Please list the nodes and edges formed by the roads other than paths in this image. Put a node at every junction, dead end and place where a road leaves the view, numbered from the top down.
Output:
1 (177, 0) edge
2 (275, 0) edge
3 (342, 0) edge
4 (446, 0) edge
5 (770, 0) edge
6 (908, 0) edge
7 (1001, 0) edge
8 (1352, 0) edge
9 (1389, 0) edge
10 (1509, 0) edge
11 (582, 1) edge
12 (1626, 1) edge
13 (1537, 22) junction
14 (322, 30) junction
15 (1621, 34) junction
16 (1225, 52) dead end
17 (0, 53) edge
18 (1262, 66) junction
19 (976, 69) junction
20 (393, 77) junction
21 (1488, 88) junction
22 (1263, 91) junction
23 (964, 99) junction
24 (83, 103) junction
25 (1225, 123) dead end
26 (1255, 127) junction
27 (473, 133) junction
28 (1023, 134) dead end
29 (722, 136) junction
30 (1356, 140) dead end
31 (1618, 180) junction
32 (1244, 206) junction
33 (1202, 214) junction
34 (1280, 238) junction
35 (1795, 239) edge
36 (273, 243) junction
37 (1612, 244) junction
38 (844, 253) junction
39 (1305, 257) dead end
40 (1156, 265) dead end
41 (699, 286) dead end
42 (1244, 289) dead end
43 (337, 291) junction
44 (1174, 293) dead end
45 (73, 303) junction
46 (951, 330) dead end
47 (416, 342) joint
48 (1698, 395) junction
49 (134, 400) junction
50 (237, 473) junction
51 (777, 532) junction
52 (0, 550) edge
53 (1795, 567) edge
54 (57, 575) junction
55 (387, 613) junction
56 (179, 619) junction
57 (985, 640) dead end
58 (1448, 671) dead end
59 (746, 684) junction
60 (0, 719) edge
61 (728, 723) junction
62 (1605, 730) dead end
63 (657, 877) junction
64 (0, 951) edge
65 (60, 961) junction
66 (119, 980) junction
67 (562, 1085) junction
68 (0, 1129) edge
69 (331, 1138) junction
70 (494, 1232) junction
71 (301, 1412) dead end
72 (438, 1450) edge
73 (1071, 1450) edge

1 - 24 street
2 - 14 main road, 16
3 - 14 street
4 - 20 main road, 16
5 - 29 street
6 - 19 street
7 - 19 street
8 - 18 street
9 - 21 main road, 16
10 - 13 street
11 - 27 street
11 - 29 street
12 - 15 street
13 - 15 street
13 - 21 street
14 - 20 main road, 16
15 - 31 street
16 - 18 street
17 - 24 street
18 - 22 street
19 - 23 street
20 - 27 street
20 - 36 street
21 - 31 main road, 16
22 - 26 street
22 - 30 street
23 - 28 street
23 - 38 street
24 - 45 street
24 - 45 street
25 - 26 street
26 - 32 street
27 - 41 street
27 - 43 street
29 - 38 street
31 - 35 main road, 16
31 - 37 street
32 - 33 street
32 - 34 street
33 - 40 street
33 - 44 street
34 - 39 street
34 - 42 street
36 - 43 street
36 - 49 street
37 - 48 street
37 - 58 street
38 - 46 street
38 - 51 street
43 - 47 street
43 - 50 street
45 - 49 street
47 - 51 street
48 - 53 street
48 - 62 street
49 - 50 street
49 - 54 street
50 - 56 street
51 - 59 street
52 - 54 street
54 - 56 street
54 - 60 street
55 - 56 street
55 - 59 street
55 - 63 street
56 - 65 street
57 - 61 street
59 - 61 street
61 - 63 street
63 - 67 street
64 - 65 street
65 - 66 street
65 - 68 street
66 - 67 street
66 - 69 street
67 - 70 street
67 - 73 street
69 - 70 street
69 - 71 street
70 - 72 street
#####
§ **PROMPT**
Produce the entries above once more, identical in every detail.

§ **SOLUTION FOR THIS TASK**
Please list the nodes and edges formed by the roads other than paths in this image. Put a node at every junction, dead end and place where a road leaves the view, numbered from the top down.
Output:
1 (177, 0) edge
2 (275, 0) edge
3 (342, 0) edge
4 (446, 0) edge
5 (770, 0) edge
6 (908, 0) edge
7 (1001, 0) edge
8 (1352, 0) edge
9 (1389, 0) edge
10 (1509, 0) edge
11 (582, 1) edge
12 (1626, 1) edge
13 (1537, 22) junction
14 (322, 30) junction
15 (1621, 34) junction
16 (1225, 52) dead end
17 (0, 53) edge
18 (1262, 66) junction
19 (976, 69) junction
20 (393, 77) junction
21 (1488, 88) junction
22 (1263, 91) junction
23 (964, 99) junction
24 (83, 103) junction
25 (1225, 123) dead end
26 (1255, 127) junction
27 (473, 133) junction
28 (1023, 134) dead end
29 (722, 136) junction
30 (1356, 140) dead end
31 (1618, 180) junction
32 (1244, 206) junction
33 (1202, 214) junction
34 (1280, 238) junction
35 (1795, 239) edge
36 (273, 243) junction
37 (1612, 244) junction
38 (844, 253) junction
39 (1305, 257) dead end
40 (1156, 265) dead end
41 (699, 286) dead end
42 (1244, 289) dead end
43 (337, 291) junction
44 (1174, 293) dead end
45 (73, 303) junction
46 (951, 330) dead end
47 (416, 342) joint
48 (1698, 395) junction
49 (134, 400) junction
50 (237, 473) junction
51 (777, 532) junction
52 (0, 550) edge
53 (1795, 567) edge
54 (57, 575) junction
55 (387, 613) junction
56 (179, 619) junction
57 (985, 640) dead end
58 (1448, 671) dead end
59 (746, 684) junction
60 (0, 719) edge
61 (728, 723) junction
62 (1605, 730) dead end
63 (657, 877) junction
64 (0, 951) edge
65 (60, 961) junction
66 (119, 980) junction
67 (562, 1085) junction
68 (0, 1129) edge
69 (331, 1138) junction
70 (494, 1232) junction
71 (301, 1412) dead end
72 (438, 1450) edge
73 (1071, 1450) edge

1 - 24 street
2 - 14 main road, 16
3 - 14 street
4 - 20 main road, 16
5 - 29 street
6 - 19 street
7 - 19 street
8 - 18 street
9 - 21 main road, 16
10 - 13 street
11 - 27 street
11 - 29 street
12 - 15 street
13 - 15 street
13 - 21 street
14 - 20 main road, 16
15 - 31 street
16 - 18 street
17 - 24 street
18 - 22 street
19 - 23 street
20 - 27 street
20 - 36 street
21 - 31 main road, 16
22 - 26 street
22 - 30 street
23 - 28 street
23 - 38 street
24 - 45 street
24 - 45 street
25 - 26 street
26 - 32 street
27 - 41 street
27 - 43 street
29 - 38 street
31 - 35 main road, 16
31 - 37 street
32 - 33 street
32 - 34 street
33 - 40 street
33 - 44 street
34 - 39 street
34 - 42 street
36 - 43 street
36 - 49 street
37 - 48 street
37 - 58 street
38 - 46 street
38 - 51 street
43 - 47 street
43 - 50 street
45 - 49 street
47 - 51 street
48 - 53 street
48 - 62 street
49 - 50 street
49 - 54 street
50 - 56 street
51 - 59 street
52 - 54 street
54 - 56 street
54 - 60 street
55 - 56 street
55 - 59 street
55 - 63 street
56 - 65 street
57 - 61 street
59 - 61 street
61 - 63 street
63 - 67 street
64 - 65 street
65 - 66 street
65 - 68 street
66 - 67 street
66 - 69 street
67 - 70 street
67 - 73 street
69 - 70 street
69 - 71 street
70 - 72 street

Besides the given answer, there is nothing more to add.